Ты не представляешь, насколько крепко цепляешься за якорь надежды, пока не лишаешься последней. Ты уничтожен, выпотрошен и как будто уже не принадлежишь к этому миру. Как будто в тебе уже не осталось веса, чтоб держать тебя на этой земле.

Реальность распадается на составляющие, и твое зрение передает лишь размытый отпечаток, после чего непременно концентрируется на безнадеге, крайностях и космосе. Начинаешь хвататься за все подряд, за всякий бред, не важно, лишь бы казалось, что в этом можно найти какой-нибудь ответ: из кожи вон лезешь, чтобы понять свое назначение.

На стене напротив как будто есть ответ на вопрос о моем будущем. Самурайский меч и арбалет. Висят там на стене и пялятся на меня.

Будущее смотрит на меня прямо со стены. Не бросай на полпути, заверши начатое.

Я снял со стены большой самурайский меч. Вынул из ножен и посмотрел, как клинок сверкает на свету. Лезвие тупое, даже масла не отрежешь. Подарок Терри, он где-то стырил его для меня.

Но ведь лезвие так легко заточить.

Арбалет совсем не такой декоративный. Я снял его, он такой увесистый, вставил двухдюймовую стрелу, прицелился и, выстрелив, попал в красное посередине мишени на противоположной стене.

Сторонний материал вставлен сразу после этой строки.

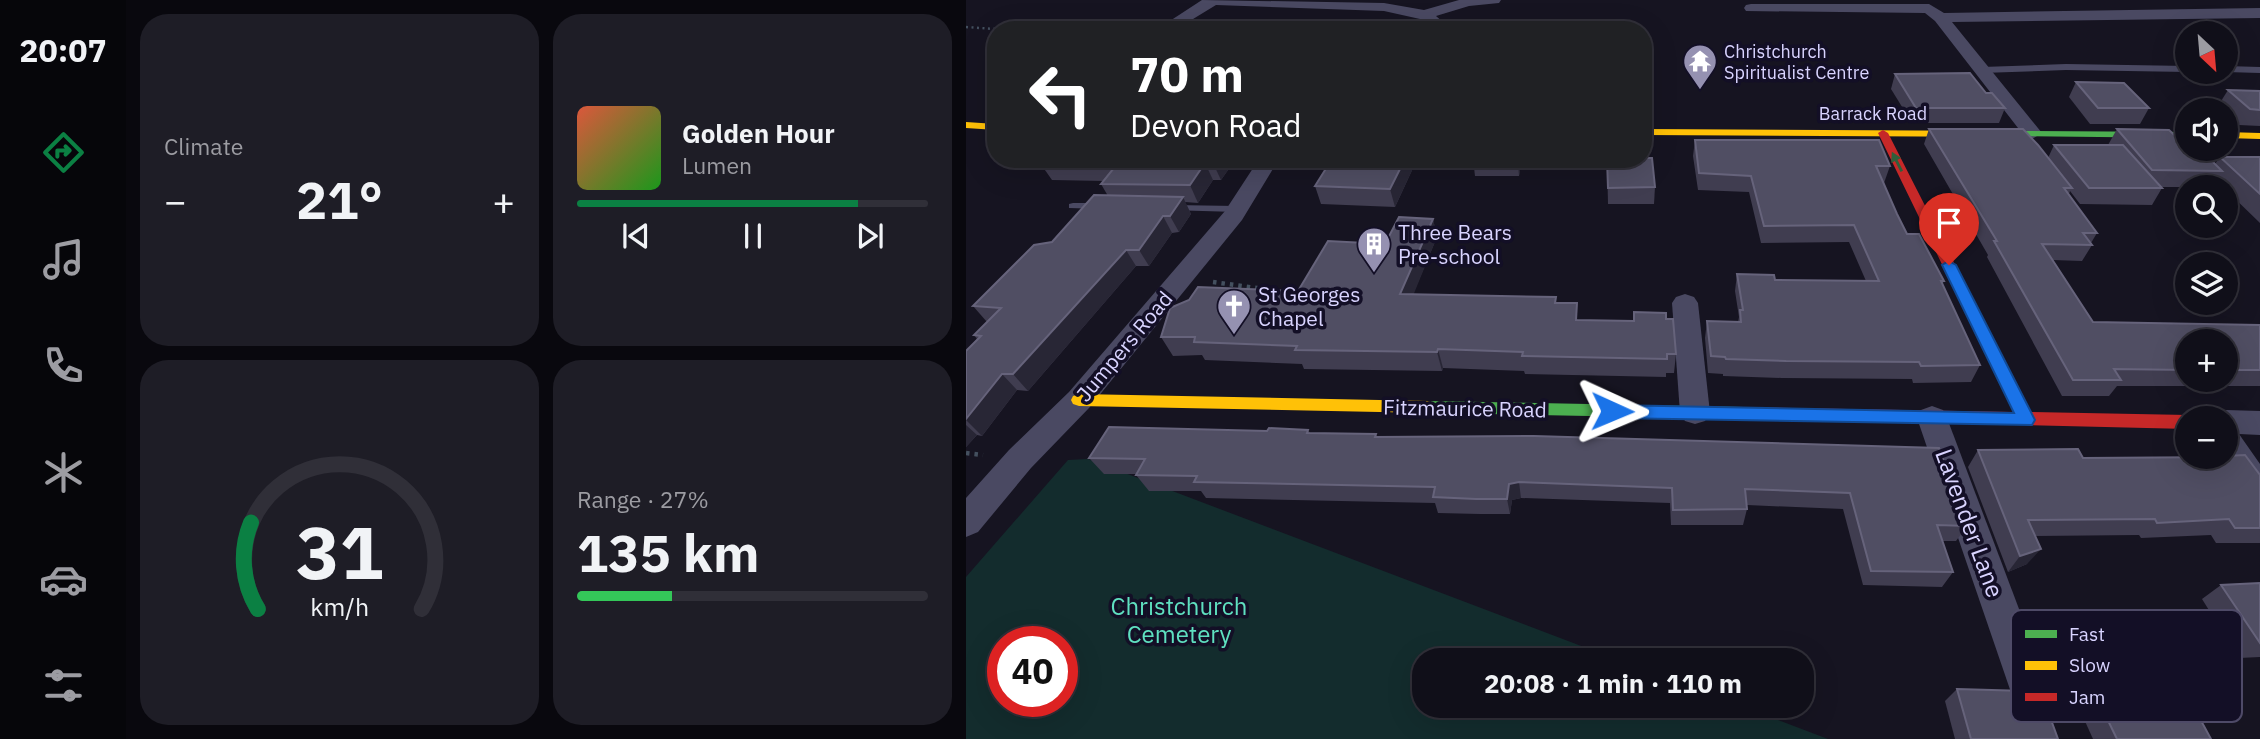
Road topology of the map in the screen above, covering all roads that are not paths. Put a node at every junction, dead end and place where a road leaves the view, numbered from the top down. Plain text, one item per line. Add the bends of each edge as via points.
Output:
1 (1494, 0) edge
2 (1211, 1) edge
3 (1751, 8) dead end
4 (1930, 9) edge
5 (2260, 13) edge
6 (1425, 16) junction
7 (1179, 21) edge
8 (1432, 21) edge
9 (2175, 69) edge
10 (2238, 69) edge
11 (1982, 70) junction
12 (2260, 70) edge
13 (966, 125) edge
14 (987, 126) edge
15 (1652, 132) edge
16 (1883, 133) junction
17 (2175, 135) edge
18 (2238, 135) edge
19 (2025, 136) junction
20 (2260, 136) edge
21 (1263, 168) edge
22 (1073, 206) dead end
23 (1114, 206) edge
24 (1155, 207) edge
25 (1237, 209) junction
26 (1685, 303) dead end
27 (1079, 400) junction
28 (1695, 413) junction
29 (1932, 418) junction
30 (2026, 420) junction
31 (2175, 422) edge
32 (2238, 422) edge
33 (2260, 423) edge
34 (2238, 457) edge
35 (2260, 489) edge
36 (966, 522) edge
37 (2011, 638) edge

1 - 6 street via 1468,2
2 - 6 street via 1371,6
2 - 7 street
3 - 4 street
4 - 5 street
4 - 11 street
6 - 8 street
9 - 11 lane
10 - 12 lane
11 - 19 street
13 - 14 street
15 - 16 street, Barrack Road
16 - 19 street, Barrack Road
30 -> 16 street
17 - 19 street, Barrack Road
18 - 20 street
21 - 25 street, Jumpers Road
22 - 23 lane
24 - 25 lane
25 - 27 street, Jumpers Road
26 - 28 street
27 - 28 street, Fitzmaurice Road
27 - 36 street, Jumpers Road
28 - 29 street, Fitzmaurice Road
29 - 30 street, Fitzmaurice Road
29 - 37 street, Lavender Lane
30 - 31 street, Fitzmaurice Road
32 - 33 street
34 - 35 street

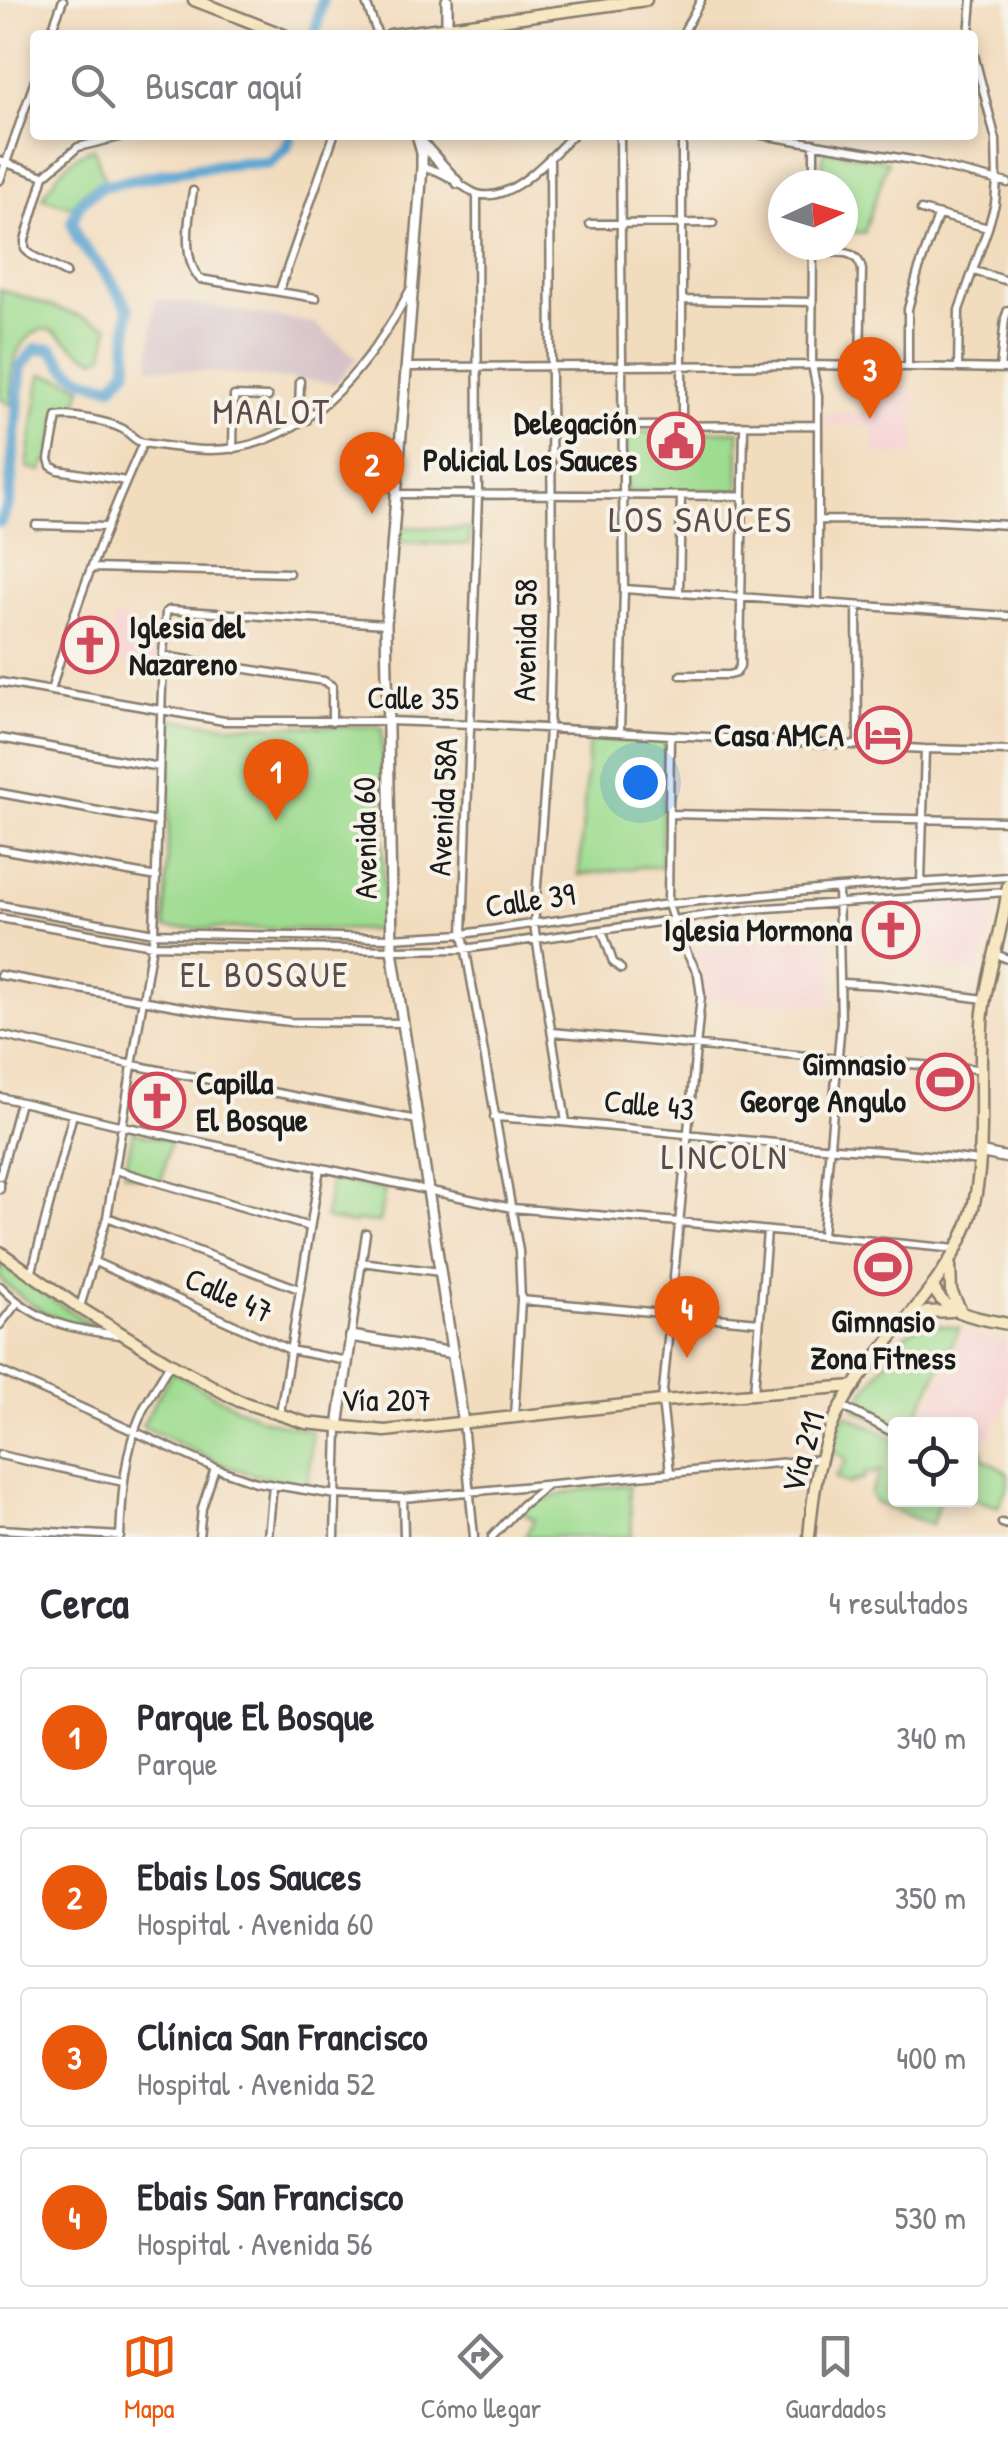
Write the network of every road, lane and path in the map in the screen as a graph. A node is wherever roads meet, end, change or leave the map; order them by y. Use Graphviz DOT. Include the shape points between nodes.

Снова сел, стал думать о жизни. Попробовал вспомнить отца, его мимолетные визиты.

– А когда приедет папа? – спрашивал я маму в нетерпении.

– Скоро, – отвечала она, а иной раз пожимала плечами, как будто говоря: откуда мне-то знать?

Промежутки между его появлениями делались все дольше, пока он не стал являться как чужой, непрошеный гость, чье присутствие только коверкает повседневную рутину.

Помню, как он пришел на день фейерверков. Мы были еще детьми. Он взял меня, Билли, Рэба и Шину в парк. Все мы были закутаны от ноябрьской стужи. У него были ракеты, и он просто воткнул их в промерзшую почву. Их нужно было вставить в бутылки, но мы решили, что он знает, что делает, поэтому ничего не сказали.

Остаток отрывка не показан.